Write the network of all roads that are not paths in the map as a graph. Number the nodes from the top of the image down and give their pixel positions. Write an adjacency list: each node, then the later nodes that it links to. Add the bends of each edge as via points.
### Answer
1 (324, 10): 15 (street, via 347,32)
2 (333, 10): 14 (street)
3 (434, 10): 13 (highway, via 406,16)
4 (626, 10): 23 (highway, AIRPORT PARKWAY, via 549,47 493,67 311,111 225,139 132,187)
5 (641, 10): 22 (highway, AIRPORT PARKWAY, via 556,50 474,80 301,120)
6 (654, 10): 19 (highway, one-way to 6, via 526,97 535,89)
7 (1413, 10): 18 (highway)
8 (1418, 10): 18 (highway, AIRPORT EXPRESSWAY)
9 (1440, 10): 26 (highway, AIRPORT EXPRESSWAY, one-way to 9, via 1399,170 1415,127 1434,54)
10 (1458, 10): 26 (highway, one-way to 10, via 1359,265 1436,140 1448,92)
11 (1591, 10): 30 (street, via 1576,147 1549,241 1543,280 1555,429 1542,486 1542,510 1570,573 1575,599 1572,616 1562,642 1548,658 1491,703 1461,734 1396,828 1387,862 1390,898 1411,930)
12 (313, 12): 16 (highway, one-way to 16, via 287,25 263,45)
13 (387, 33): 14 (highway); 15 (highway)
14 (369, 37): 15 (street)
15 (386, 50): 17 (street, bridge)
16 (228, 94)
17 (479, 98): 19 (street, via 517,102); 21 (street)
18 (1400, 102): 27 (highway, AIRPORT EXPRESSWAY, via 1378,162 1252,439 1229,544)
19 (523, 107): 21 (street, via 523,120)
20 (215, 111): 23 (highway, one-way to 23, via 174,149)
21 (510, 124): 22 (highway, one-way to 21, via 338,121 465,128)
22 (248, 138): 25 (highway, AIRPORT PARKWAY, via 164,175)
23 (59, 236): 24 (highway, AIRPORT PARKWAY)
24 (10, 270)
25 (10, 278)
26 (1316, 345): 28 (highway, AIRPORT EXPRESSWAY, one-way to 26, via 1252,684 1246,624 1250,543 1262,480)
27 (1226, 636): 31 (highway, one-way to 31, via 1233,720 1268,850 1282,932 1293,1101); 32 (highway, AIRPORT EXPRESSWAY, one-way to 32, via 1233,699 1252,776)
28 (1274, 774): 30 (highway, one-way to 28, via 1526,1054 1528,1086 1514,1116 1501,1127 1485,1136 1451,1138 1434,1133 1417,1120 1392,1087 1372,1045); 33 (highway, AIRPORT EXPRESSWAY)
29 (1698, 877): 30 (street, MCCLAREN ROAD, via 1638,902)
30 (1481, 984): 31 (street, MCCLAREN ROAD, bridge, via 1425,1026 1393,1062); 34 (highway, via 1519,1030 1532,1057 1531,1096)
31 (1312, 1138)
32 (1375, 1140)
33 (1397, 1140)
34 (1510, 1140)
***
**Directions for this task:** Report the total of lines above containing the string "bridge", and write nothing besides it.

**Answer section:** 2